** Exercise requirements **
Exactly the lines from the one containing "index mcp: (1064, 925)" to the final line below should be output, and no others.
§
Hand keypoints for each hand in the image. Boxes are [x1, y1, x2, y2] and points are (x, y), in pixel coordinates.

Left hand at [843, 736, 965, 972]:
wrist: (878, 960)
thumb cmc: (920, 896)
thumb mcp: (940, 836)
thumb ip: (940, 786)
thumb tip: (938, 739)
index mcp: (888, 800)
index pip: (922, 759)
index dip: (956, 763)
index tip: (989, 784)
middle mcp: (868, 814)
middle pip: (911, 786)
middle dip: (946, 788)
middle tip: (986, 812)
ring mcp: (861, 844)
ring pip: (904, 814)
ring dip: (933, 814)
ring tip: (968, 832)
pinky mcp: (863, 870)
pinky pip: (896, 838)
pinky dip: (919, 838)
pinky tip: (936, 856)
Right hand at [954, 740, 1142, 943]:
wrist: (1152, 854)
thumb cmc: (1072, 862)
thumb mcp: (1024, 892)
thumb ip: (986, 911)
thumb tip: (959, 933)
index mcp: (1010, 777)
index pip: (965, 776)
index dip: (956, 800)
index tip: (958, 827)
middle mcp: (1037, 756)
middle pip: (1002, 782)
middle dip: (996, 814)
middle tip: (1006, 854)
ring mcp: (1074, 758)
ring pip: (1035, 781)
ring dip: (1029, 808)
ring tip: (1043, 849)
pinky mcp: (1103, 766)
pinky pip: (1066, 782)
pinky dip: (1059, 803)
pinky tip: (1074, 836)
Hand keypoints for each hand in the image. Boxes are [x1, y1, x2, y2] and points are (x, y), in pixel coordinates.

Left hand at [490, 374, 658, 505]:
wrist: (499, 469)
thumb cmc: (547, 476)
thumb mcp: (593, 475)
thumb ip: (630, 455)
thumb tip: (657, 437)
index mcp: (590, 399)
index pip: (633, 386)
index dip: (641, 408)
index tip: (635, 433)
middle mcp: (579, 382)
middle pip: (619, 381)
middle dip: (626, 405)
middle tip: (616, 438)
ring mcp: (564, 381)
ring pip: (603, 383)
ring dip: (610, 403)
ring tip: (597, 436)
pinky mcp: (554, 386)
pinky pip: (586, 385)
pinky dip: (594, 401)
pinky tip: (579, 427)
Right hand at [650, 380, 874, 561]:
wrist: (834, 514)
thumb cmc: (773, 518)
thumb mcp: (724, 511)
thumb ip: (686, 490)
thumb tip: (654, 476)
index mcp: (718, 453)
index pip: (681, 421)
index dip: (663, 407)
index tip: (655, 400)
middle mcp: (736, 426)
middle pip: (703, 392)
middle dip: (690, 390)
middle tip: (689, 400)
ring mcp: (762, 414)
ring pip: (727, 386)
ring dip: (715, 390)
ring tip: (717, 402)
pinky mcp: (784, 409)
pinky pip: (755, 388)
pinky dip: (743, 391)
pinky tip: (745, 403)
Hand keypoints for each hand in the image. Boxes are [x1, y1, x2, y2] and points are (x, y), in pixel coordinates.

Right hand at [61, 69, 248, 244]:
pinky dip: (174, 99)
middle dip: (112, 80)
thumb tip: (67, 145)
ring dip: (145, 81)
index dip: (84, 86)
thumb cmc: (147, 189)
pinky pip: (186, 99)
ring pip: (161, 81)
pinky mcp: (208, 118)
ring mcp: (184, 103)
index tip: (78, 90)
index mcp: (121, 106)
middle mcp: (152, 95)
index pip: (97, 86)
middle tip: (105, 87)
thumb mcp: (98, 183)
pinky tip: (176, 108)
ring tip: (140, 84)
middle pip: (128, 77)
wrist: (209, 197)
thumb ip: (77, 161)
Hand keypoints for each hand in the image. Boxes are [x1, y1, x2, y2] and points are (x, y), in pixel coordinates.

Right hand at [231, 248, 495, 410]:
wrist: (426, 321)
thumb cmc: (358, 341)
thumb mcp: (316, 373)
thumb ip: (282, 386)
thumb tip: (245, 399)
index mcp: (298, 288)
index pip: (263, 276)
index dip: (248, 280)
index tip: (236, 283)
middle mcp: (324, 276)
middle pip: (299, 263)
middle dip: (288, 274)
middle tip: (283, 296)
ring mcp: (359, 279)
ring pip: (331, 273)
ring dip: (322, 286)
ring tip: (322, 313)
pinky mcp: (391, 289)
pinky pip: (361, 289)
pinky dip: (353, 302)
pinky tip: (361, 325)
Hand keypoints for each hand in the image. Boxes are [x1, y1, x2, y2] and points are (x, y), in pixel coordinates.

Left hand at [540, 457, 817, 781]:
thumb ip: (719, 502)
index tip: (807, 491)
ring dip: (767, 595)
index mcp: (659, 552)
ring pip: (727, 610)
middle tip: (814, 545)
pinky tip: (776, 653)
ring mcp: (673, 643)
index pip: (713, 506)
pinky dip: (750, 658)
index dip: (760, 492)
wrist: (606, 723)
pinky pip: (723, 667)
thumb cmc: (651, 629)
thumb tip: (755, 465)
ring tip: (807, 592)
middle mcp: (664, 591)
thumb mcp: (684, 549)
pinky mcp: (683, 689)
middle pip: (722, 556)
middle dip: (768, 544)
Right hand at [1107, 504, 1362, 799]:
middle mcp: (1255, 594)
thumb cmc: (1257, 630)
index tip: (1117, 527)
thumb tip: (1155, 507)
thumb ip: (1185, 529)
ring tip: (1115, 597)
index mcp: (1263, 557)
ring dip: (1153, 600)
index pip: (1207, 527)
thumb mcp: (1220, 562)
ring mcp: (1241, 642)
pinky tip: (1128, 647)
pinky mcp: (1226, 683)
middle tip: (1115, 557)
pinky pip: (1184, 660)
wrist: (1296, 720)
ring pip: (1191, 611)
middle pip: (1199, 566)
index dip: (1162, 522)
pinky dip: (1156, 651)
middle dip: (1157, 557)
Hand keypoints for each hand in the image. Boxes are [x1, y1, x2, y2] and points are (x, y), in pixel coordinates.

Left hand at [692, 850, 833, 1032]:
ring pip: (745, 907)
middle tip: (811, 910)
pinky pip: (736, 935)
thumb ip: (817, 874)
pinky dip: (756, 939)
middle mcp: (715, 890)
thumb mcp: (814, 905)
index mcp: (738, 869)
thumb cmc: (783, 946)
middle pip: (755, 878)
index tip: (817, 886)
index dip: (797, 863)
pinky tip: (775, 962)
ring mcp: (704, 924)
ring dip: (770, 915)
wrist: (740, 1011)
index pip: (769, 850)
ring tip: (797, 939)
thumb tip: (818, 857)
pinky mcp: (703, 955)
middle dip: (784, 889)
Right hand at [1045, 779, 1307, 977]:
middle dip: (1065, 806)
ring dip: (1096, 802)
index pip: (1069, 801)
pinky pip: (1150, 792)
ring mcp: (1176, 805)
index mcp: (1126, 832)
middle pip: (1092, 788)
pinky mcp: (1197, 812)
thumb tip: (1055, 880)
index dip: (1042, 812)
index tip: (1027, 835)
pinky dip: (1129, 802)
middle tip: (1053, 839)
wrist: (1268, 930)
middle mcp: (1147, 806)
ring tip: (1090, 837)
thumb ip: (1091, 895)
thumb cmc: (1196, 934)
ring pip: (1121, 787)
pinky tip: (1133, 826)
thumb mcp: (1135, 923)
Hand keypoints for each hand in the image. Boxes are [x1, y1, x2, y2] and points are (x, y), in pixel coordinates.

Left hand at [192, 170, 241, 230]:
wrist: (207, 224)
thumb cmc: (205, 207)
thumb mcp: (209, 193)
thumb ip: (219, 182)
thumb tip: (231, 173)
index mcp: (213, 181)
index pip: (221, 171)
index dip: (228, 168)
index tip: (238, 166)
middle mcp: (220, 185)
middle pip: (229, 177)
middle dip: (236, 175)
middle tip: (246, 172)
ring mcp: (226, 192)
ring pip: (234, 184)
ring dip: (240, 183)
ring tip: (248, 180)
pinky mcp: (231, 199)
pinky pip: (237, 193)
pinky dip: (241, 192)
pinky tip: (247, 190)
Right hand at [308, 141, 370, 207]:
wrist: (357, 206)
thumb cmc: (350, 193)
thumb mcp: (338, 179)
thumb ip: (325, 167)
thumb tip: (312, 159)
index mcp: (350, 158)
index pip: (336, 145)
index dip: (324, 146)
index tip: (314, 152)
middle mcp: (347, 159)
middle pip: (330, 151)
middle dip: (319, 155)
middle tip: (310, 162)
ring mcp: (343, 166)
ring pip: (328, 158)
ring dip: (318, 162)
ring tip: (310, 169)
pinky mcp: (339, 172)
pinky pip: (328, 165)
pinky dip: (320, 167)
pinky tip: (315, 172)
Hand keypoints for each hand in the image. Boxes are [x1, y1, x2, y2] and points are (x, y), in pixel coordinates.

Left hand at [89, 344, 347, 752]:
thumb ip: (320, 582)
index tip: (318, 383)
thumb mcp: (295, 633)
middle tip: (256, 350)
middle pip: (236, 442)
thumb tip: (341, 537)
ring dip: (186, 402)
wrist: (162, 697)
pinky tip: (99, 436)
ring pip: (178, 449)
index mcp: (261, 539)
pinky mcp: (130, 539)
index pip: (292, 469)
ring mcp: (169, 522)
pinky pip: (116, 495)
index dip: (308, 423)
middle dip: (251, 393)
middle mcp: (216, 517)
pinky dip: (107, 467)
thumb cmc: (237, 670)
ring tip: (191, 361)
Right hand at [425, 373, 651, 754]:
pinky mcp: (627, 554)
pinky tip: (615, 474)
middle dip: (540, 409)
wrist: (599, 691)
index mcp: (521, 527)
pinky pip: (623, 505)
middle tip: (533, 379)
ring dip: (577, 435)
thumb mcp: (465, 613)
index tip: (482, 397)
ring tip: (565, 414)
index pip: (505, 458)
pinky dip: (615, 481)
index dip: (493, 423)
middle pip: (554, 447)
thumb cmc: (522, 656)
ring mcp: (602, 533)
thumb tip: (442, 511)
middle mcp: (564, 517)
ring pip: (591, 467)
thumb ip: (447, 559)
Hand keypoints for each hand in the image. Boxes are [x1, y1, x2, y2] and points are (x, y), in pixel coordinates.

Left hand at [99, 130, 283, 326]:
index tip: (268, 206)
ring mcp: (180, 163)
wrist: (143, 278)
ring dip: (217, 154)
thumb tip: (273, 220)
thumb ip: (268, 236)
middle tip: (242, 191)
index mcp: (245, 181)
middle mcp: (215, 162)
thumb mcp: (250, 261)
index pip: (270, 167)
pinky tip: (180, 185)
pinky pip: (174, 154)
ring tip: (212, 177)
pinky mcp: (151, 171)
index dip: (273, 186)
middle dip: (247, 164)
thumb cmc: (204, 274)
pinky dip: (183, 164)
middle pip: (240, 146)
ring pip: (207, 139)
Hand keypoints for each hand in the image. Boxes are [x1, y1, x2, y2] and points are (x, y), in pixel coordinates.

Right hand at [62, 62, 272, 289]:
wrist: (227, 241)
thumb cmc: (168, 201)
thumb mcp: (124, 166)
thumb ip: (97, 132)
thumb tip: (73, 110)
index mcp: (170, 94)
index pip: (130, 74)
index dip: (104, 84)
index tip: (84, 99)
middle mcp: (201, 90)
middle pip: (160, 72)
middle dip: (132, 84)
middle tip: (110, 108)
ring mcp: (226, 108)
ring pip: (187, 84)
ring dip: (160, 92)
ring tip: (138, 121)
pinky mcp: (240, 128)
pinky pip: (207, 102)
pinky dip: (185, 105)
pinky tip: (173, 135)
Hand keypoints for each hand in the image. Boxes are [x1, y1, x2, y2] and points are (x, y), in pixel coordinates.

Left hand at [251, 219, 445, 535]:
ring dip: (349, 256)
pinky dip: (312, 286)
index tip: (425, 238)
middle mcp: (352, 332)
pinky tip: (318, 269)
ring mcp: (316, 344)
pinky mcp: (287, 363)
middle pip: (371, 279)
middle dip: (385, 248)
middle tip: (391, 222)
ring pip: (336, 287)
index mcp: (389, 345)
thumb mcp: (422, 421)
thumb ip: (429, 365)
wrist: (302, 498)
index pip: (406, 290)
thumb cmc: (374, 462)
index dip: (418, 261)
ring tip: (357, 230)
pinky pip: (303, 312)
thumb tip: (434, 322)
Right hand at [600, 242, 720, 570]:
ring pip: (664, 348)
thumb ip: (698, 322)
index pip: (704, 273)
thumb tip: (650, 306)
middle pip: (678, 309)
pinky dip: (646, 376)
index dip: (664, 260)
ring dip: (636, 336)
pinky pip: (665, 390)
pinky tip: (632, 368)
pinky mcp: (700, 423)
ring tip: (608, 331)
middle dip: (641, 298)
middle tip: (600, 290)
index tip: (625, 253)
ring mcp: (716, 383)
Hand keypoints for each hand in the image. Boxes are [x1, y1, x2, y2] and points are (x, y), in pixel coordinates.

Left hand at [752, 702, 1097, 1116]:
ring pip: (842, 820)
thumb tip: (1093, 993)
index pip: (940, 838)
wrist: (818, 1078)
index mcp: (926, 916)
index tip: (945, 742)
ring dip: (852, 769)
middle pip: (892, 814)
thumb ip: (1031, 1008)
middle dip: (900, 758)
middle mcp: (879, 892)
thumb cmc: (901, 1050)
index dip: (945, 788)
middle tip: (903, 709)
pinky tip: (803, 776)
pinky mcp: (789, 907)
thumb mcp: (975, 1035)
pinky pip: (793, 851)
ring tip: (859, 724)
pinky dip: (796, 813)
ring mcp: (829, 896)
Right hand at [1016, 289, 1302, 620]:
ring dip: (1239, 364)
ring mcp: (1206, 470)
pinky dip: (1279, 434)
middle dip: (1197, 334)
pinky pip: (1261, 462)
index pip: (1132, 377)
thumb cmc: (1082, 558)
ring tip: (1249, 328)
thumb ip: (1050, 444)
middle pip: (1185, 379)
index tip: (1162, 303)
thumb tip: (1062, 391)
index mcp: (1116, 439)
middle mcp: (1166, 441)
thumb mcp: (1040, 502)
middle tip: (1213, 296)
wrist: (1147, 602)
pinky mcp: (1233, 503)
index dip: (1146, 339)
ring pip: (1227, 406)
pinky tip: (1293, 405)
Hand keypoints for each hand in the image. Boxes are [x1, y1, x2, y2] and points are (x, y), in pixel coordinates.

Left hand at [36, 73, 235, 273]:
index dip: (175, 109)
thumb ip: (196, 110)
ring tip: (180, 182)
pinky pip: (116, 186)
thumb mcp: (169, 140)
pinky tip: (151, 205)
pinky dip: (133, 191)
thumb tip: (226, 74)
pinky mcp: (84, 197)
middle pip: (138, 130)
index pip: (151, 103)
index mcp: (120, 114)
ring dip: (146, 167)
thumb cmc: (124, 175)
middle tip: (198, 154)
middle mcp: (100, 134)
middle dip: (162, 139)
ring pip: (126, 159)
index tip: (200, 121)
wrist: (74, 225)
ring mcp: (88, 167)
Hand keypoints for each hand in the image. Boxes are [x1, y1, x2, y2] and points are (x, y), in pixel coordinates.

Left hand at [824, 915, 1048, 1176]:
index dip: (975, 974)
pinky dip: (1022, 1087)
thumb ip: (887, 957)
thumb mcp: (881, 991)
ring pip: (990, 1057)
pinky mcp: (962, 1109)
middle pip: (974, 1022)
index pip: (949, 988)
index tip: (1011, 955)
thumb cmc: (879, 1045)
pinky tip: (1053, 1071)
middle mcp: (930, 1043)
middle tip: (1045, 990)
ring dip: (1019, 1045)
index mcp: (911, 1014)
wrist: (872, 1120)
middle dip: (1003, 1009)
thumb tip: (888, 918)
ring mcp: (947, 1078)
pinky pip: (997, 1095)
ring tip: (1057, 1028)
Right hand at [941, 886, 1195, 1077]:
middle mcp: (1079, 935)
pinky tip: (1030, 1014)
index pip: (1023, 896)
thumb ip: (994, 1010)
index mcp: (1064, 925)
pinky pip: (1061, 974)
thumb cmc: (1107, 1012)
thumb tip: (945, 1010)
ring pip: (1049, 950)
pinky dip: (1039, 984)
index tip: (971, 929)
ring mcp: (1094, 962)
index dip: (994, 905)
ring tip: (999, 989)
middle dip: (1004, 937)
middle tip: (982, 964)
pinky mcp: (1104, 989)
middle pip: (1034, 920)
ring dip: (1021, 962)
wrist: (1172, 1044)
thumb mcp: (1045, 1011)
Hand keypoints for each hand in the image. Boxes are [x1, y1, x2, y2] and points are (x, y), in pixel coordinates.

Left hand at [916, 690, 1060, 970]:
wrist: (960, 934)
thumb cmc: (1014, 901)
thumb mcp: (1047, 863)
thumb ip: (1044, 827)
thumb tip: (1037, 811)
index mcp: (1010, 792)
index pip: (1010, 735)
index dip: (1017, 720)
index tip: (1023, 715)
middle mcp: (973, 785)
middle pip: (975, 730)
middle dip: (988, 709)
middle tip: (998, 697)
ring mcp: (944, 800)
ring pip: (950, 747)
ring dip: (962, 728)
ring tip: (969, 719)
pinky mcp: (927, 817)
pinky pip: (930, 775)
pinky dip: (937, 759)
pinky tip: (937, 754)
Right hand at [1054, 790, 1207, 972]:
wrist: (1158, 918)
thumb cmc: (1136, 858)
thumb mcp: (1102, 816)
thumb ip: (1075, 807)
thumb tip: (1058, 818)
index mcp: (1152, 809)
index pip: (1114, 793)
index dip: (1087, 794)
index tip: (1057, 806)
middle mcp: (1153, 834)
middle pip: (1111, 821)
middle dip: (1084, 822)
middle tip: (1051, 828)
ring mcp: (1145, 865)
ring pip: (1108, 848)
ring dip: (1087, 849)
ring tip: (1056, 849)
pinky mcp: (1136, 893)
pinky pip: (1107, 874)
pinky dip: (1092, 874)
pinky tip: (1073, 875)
§
** Completed exercise **
index mcp: (1064, 925)
pinky pip: (1061, 974)
thumb cmc: (1107, 1012)
thumb tip: (945, 1010)
ring pip: (1049, 950)
pinky dip: (1039, 984)
index tip: (971, 929)
ring mcp: (1094, 962)
index dip: (994, 905)
ring tip: (999, 989)
middle dip: (1004, 937)
middle tip: (982, 964)
pinky mcp: (1104, 989)
middle pip: (1034, 920)
ring dip: (1021, 962)
wrist: (1172, 1044)
thumb mcp: (1045, 1011)
Hand keypoints for each hand in the image. Boxes are [x1, y1, x2, y2] and points are (x, y), in pixel coordinates.

Left hand at [916, 690, 1060, 970]:
wrist: (960, 934)
thumb cmc: (1014, 901)
thumb mcp: (1047, 863)
thumb ip: (1044, 827)
thumb tip: (1037, 811)
index mcp: (1010, 792)
index pip: (1010, 735)
index dip: (1017, 720)
index tip: (1023, 715)
middle mcp: (973, 785)
middle pip: (975, 730)
middle dip: (988, 709)
middle tip: (998, 697)
ring mcp: (944, 800)
ring pip: (950, 747)
ring dip: (962, 728)
ring tip: (969, 719)
pinky mcp: (927, 817)
pinky pip: (930, 775)
pinky dip: (937, 759)
pinky tip: (937, 754)
Right hand at [1054, 790, 1207, 972]:
wrist: (1158, 918)
thumb cmc: (1136, 858)
thumb mcp: (1102, 816)
thumb ip: (1075, 807)
thumb tip: (1058, 818)
index mcp: (1152, 809)
index pip: (1114, 793)
index dip: (1087, 794)
index tip: (1057, 806)
middle mcp: (1153, 834)
middle pip: (1111, 821)
middle dip: (1084, 822)
middle tip: (1051, 828)
ring mcp: (1145, 865)
ring pip: (1108, 848)
ring dip: (1087, 849)
ring tip: (1056, 849)
pinky mcp: (1136, 893)
pinky pip: (1107, 874)
pinky dip: (1092, 874)
pinky tip: (1073, 875)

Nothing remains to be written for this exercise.